Gargantext Purescript

About this project

Gargantext is a collaborative web platform for the exploration of sets of unstructured documents. It combines tools from natural language processing, text-mining, complex networks analysis and interactive data visualization to pave the way toward new kinds of interactions with your digital corpora.

You will not find this software very useful without also running or being granted access to a backend.

This software is free software, developed by the CNRS Complex Systems Institute of Paris Île-de-France (ISC-PIF) and its partners.

Development

Installing dependencies

Debian

Testing Distribution and above
sudo apt update && sudo apt install nodejs yarn
Stable Distribution
curl -sL https://deb.nodesource.com/setup_11.x | sudo bash -
sudo apt update && sudo apt install nodejs
curl -sS https://dl.yarnpkg.com/debian/pubkey.gpg | sudo apt-key add -
echo "deb https://dl.yarnpkg.com/debian/ stable main" | sudo tee /etc/apt/sources.list.d/yarn.list
sudo apt update && sudo apt install yarn

OSX

brew install node yarn

Installing dependencies

Debian

Testing Distribution and above
sudo apt update && sudo apt install nodejs yarn
Stable Distribution
curl -sL https://deb.nodesource.com/setup_11.x | sudo bash -
sudo apt update && sudo apt install nodejs
curl -sS https://dl.yarnpkg.com/debian/pubkey.gpg | sudo apt-key add -
echo "deb https://dl.yarnpkg.com/debian/ stable main" | sudo tee /etc/apt/sources.list.d/yarn.list
sudo apt update && sudo apt install yarn

OSX

brew install node yarn

Installing dependencies

Before building gargantext, you must install the dependencies. We use yarn for this. They have excellent installation instructions.

Once you have yarn installed, you may install everything else simply:

yarn install && yarn install-ps

You may now build:

yarn build

And run a repl:

yarn repl

Note to the contributors

Please follow CONTRIBUTING.md

How do I?

Add a javascript dependency?

Add it to package.json, under dependencies if it is needed at runtime or devDependencies if it is not.

Add a purescript dependency?

Add it to psc-package.json without the purescript- prefix.

If is not in the package set, you will need to read the next section.

Add a custom or override package to the local package set?

You need to add an entry to the relevant map in packages.dhall. There are comments in the file explaining how it works. It's written in dhall, so you can use comments and such.

You will then need to rebuild the package set:

yarn rebuild-set

Upgrade the base package set local is based on to latest?

yarn rebase-set && yarn rebuild-set

Theory Introduction

Making sense of out text isn't actually that hard, but it does require a little background knowledge to understand.

N-grams

N-grams are at the heart of how Gargantext makes sense out of text.

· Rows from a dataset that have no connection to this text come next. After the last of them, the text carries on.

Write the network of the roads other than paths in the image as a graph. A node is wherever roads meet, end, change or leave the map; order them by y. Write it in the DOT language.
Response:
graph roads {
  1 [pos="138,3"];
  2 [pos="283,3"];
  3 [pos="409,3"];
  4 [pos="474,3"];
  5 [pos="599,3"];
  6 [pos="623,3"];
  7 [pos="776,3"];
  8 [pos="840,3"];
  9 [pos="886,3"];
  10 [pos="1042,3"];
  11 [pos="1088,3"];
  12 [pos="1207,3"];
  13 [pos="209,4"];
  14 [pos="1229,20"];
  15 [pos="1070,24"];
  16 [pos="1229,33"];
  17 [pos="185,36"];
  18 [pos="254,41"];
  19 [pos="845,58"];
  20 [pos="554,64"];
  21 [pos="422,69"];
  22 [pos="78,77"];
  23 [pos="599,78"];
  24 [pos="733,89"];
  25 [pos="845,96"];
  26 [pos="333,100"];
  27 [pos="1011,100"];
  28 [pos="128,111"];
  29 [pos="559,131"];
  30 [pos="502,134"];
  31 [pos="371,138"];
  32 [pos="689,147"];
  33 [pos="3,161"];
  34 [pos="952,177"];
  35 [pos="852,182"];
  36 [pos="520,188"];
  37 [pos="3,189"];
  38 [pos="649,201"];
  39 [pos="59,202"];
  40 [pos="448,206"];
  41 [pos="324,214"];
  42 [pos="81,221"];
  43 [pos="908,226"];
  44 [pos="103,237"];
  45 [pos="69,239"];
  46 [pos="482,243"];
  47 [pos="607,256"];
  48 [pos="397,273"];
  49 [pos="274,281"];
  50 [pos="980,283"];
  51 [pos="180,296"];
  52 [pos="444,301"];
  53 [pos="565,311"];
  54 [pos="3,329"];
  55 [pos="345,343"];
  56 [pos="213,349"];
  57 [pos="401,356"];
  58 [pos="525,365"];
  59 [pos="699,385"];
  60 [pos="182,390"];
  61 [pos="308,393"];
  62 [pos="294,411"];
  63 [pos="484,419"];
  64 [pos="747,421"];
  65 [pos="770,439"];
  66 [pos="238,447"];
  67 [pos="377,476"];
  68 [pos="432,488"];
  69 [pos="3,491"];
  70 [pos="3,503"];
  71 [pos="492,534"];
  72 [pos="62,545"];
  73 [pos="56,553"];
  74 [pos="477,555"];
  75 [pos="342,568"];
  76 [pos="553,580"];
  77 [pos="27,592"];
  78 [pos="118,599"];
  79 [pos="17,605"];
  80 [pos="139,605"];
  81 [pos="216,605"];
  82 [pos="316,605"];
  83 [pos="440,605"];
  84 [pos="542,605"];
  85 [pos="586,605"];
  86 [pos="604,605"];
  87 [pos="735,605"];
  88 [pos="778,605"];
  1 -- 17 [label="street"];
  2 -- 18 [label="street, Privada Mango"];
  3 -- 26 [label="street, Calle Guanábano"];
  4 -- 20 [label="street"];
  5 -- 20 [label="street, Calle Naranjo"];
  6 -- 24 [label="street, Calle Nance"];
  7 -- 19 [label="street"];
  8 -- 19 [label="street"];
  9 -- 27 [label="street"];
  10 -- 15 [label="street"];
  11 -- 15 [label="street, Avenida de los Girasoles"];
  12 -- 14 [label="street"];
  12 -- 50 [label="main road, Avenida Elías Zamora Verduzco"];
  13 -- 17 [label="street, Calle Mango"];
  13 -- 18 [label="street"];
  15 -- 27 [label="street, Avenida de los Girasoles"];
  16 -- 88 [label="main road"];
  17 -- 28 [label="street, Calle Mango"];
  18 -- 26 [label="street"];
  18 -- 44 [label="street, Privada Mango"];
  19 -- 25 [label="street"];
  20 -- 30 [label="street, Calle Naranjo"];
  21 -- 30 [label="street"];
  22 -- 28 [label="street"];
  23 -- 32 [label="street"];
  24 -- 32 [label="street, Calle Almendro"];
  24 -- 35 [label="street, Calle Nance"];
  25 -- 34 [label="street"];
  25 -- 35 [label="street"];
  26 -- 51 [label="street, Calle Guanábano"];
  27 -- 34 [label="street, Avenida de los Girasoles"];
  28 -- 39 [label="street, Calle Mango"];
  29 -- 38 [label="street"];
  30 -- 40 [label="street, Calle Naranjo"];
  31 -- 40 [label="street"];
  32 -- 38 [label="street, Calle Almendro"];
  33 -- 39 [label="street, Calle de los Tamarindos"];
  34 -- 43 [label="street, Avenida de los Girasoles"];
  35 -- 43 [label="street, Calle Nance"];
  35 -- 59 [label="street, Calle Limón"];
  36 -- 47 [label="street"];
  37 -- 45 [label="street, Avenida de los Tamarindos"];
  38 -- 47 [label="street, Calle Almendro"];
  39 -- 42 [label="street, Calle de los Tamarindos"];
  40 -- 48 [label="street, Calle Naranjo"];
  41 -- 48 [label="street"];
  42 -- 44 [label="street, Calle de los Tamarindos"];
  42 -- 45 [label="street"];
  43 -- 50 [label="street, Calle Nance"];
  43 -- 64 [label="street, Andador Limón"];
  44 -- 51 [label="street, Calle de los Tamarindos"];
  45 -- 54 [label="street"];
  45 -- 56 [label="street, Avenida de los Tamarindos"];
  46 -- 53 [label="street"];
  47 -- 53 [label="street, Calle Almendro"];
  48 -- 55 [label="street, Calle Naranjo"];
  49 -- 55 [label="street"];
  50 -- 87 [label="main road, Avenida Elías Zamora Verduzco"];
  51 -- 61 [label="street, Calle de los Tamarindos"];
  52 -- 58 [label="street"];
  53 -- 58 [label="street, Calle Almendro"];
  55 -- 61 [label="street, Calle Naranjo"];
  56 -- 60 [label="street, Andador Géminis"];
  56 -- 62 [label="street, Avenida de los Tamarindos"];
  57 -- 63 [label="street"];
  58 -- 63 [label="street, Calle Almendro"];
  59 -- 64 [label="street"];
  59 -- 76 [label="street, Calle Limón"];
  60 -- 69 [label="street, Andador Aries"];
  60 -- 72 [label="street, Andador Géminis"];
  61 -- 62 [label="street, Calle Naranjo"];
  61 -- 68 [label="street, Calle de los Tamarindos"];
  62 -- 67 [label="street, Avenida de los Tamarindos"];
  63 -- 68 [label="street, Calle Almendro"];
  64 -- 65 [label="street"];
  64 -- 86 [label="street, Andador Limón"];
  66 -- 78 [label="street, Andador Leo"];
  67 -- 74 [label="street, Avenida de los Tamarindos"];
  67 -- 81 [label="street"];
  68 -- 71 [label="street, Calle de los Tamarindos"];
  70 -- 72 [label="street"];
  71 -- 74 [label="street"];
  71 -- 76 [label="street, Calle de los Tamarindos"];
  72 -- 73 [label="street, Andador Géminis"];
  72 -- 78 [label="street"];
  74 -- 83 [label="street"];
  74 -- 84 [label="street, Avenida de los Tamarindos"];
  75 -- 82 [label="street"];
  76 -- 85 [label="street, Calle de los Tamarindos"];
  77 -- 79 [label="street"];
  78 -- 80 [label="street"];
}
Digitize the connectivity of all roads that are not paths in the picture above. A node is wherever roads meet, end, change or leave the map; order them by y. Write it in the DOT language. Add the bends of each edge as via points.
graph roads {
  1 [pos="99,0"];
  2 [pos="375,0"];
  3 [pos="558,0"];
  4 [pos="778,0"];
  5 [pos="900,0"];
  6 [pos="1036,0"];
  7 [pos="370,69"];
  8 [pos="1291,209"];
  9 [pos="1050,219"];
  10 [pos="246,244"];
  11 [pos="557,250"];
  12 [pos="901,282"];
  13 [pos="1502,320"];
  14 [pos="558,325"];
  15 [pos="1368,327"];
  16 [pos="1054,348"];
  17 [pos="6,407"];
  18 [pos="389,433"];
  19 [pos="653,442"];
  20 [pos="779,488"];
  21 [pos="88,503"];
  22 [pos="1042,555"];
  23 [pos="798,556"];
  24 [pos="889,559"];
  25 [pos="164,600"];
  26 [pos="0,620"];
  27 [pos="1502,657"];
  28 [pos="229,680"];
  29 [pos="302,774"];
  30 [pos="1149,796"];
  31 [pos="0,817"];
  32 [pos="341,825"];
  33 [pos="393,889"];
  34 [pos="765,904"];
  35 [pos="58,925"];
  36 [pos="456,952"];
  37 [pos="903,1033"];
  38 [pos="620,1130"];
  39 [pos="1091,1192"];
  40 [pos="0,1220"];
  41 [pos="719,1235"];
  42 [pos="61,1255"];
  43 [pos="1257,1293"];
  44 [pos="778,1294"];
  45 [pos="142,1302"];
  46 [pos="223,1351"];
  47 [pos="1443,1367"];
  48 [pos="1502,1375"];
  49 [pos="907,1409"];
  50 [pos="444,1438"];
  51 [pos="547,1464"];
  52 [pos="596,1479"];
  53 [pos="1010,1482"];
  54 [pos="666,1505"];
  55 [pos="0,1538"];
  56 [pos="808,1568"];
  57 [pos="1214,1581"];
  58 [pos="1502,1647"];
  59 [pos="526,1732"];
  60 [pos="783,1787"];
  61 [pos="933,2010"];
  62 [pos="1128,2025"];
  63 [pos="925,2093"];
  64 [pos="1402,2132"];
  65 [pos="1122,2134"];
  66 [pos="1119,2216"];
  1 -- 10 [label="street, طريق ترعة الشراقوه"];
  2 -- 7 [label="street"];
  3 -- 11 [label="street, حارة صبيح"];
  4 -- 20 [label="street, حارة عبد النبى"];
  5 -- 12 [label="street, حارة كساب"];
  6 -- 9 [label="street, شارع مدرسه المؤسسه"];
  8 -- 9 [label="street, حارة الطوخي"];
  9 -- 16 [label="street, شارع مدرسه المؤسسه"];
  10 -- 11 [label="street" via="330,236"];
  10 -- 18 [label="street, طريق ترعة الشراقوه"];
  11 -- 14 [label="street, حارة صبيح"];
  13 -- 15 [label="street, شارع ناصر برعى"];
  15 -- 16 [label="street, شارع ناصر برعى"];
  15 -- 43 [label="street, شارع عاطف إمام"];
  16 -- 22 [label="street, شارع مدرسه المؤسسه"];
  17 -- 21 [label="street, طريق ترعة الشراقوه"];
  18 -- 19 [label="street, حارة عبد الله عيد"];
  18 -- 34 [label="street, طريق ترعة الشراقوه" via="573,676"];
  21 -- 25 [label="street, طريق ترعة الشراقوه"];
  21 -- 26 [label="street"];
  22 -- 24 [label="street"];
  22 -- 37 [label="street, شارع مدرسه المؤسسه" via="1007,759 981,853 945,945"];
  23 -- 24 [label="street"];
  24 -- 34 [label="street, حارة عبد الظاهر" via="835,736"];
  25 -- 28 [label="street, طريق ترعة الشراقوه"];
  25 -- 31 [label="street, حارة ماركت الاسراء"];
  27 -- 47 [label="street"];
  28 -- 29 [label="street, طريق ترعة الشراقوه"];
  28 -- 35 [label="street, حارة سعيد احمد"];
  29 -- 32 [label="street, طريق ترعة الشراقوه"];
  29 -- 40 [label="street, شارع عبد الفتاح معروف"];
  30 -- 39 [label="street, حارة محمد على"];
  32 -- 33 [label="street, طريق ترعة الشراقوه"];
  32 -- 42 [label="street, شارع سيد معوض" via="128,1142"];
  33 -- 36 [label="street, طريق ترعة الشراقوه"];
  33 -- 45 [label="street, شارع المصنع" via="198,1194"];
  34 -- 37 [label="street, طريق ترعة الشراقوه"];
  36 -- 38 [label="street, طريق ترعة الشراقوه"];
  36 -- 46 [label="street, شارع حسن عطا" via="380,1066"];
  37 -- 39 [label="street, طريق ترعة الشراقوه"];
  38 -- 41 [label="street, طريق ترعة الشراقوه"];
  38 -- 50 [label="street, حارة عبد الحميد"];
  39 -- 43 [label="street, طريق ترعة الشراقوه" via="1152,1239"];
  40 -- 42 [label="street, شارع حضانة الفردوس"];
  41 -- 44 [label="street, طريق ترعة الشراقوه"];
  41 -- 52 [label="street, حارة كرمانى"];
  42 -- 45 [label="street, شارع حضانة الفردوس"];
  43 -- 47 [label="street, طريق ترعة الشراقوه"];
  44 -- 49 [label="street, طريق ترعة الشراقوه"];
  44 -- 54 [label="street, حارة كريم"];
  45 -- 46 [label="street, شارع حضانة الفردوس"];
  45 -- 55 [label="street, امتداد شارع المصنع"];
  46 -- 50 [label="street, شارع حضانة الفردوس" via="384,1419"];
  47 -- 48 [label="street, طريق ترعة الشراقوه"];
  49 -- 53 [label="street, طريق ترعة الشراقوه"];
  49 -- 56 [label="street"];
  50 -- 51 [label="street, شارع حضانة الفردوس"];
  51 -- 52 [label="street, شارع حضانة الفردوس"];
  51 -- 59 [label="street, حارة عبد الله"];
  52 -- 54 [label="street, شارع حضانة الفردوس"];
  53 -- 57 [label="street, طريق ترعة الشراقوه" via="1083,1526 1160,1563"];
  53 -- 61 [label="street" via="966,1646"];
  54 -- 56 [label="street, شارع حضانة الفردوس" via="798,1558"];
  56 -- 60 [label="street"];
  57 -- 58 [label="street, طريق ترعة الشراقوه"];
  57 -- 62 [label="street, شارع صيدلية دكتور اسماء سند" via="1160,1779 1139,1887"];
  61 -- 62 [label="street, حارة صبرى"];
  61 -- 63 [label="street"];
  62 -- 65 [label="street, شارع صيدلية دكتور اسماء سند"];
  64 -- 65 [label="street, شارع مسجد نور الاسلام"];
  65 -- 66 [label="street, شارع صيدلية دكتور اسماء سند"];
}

There are two common meanings in the literature for n-gram:

  • a sequence of n characters
  • a sequence of n words

Gargantext is focused on words. Here are some example word n-grams;

  • coffee (unigram or 1-gram)
  • need coffee (bigram or 2-gram)
  • one coffee please (trigram or 3-gram)
  • here is your coffee (4-gram)
  • i need some more coffee (5-gram)

N-grams are matched case insensitively and across whole words. Examples:

Text N-gram Matches
Coffee cup coffee YES
Coffee cup off NO, not a whole word
Coffee cup coffee cup YES

You may read more about n-grams on wikipedia.

Gargantext allows you to define n-grams interactively in your browser and explore the relationships they uncover across a corpus of text.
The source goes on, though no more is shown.